Top of THE RECORDS

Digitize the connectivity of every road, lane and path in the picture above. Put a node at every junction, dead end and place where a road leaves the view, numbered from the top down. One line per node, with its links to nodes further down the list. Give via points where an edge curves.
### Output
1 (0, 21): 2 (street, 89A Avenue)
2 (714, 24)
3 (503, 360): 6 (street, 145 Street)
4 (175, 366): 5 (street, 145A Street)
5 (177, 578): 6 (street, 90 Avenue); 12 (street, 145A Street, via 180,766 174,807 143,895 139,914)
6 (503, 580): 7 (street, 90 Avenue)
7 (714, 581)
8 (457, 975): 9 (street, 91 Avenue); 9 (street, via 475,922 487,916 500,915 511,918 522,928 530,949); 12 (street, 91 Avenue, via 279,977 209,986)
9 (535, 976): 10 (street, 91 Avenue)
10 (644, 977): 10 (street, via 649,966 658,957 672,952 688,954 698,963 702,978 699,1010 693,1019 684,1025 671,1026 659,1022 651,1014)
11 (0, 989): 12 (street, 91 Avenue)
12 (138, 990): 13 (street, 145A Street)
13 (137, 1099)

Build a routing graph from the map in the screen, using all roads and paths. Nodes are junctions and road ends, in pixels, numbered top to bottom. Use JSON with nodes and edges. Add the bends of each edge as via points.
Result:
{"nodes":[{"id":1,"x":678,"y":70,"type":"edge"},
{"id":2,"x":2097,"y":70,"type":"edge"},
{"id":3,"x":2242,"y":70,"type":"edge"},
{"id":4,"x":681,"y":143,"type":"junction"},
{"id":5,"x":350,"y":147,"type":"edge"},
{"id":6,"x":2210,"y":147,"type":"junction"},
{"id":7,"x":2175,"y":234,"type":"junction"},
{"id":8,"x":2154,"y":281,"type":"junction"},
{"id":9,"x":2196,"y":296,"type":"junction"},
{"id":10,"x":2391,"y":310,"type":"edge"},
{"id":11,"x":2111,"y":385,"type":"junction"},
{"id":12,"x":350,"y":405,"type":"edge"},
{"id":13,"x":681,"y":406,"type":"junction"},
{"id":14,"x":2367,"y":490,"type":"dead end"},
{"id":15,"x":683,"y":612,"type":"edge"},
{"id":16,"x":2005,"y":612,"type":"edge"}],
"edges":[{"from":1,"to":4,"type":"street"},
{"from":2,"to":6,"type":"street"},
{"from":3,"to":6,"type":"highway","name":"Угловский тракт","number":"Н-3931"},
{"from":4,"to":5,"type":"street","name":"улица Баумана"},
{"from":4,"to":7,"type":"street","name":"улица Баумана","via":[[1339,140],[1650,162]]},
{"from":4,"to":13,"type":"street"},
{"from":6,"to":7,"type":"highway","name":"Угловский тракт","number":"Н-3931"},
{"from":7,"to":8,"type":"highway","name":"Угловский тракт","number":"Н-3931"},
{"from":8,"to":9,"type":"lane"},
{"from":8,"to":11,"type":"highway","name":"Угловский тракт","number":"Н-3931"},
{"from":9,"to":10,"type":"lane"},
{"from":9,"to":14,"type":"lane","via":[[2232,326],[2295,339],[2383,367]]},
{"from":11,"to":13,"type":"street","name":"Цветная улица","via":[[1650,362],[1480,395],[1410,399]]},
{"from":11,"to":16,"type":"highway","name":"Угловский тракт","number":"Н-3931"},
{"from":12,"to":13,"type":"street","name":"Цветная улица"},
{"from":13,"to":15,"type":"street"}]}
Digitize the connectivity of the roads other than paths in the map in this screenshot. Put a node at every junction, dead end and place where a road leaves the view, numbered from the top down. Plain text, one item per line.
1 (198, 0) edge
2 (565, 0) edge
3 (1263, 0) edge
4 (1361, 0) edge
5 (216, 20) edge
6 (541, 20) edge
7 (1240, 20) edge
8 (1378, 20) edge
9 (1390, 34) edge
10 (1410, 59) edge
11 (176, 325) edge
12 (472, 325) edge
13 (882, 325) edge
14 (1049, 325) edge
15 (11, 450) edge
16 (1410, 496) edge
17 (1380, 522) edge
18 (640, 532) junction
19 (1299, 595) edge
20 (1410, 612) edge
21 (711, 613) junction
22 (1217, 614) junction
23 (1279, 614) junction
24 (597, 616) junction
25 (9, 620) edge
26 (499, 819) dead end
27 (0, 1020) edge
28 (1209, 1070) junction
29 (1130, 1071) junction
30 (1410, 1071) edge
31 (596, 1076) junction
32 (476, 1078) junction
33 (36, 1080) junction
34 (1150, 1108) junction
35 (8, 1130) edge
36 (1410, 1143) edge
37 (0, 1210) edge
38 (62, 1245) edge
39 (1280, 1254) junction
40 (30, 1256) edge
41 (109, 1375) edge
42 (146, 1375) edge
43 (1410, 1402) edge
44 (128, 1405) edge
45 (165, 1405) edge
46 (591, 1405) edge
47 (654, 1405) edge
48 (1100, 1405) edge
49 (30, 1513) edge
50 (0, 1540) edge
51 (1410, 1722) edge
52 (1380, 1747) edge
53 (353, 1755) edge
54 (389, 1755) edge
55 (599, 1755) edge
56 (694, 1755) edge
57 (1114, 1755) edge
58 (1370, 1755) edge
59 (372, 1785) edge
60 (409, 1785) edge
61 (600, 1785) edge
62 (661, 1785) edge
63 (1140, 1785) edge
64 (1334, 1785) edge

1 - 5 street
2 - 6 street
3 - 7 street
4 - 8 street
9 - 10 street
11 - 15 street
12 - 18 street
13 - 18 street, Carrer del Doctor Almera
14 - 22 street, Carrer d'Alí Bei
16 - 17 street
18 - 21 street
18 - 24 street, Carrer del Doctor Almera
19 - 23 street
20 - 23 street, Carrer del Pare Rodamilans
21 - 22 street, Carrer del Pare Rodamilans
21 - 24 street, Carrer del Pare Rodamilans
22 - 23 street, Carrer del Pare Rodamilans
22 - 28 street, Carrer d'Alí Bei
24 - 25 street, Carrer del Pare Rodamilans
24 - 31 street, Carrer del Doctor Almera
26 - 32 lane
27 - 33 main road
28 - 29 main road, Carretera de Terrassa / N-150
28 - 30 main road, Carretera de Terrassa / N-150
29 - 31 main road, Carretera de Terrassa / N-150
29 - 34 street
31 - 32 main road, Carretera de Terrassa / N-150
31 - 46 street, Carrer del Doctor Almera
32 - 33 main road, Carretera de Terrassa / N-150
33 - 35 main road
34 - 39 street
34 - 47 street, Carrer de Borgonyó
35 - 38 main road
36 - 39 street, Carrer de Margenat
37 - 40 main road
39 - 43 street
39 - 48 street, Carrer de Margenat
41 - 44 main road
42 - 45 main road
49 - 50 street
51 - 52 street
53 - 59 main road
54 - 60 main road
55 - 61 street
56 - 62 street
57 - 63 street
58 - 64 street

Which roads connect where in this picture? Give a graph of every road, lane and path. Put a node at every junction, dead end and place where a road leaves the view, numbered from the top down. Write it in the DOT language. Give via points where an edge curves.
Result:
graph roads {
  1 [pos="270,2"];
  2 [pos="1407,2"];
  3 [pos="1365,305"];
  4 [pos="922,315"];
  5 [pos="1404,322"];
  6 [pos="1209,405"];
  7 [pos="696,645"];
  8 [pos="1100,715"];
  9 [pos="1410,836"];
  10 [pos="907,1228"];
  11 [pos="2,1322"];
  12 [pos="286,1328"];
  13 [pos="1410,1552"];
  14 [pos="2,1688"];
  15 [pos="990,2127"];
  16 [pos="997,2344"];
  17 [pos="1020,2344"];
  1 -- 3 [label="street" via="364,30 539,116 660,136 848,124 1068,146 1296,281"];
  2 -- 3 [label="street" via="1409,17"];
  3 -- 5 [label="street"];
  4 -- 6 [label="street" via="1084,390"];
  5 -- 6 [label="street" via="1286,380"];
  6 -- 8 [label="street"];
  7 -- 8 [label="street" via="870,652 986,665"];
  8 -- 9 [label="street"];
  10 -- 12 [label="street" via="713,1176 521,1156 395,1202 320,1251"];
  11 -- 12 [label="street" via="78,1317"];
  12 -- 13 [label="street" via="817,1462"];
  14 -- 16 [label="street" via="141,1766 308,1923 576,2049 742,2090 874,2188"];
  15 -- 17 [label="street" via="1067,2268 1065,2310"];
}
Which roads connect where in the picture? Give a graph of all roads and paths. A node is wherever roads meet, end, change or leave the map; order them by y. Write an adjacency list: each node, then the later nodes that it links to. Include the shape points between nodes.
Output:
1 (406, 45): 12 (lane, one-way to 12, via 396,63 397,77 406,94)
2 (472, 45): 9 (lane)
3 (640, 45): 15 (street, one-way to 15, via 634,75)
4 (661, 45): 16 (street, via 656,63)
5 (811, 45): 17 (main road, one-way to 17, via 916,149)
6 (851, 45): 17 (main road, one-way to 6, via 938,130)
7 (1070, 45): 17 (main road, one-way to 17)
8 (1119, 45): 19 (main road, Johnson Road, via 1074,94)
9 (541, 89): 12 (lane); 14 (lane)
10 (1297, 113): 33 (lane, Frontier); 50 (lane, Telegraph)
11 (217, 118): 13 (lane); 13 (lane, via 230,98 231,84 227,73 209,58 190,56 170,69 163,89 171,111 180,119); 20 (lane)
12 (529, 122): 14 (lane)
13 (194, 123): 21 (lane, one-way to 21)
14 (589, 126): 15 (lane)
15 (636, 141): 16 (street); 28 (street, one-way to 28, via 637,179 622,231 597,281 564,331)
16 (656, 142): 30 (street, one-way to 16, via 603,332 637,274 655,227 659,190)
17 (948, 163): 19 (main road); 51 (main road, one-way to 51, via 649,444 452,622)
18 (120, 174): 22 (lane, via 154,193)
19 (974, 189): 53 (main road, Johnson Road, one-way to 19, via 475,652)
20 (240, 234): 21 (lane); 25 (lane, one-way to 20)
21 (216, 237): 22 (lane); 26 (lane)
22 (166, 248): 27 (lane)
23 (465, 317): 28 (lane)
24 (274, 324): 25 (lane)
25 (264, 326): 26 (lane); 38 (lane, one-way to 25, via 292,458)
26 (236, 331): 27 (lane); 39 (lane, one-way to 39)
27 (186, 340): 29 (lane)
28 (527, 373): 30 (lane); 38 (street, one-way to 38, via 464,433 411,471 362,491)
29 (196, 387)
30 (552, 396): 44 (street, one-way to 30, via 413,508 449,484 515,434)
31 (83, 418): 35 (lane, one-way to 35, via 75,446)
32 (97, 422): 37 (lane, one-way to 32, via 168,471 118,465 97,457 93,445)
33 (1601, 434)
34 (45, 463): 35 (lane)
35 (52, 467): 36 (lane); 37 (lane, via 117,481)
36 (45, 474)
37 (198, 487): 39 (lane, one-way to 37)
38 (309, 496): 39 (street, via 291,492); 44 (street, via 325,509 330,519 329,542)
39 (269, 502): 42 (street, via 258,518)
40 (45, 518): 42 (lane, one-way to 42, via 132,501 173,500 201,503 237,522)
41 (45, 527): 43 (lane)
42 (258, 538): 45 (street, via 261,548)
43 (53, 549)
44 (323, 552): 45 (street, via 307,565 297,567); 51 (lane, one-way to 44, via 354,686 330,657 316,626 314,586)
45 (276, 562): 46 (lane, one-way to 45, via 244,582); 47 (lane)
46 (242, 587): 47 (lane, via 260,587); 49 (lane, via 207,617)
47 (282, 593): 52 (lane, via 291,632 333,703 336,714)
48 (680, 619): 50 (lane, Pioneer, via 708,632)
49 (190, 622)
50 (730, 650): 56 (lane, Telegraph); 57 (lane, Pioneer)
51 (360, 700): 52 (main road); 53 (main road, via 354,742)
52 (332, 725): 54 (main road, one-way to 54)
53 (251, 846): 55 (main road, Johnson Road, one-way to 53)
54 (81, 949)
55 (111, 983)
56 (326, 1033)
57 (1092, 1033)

Bottom of THE RECORDS

*PROBLEM DESCRIPTION*. Provide solely the number of lines in the listing that contain "dead".

*OUTPUT BELOW*. 5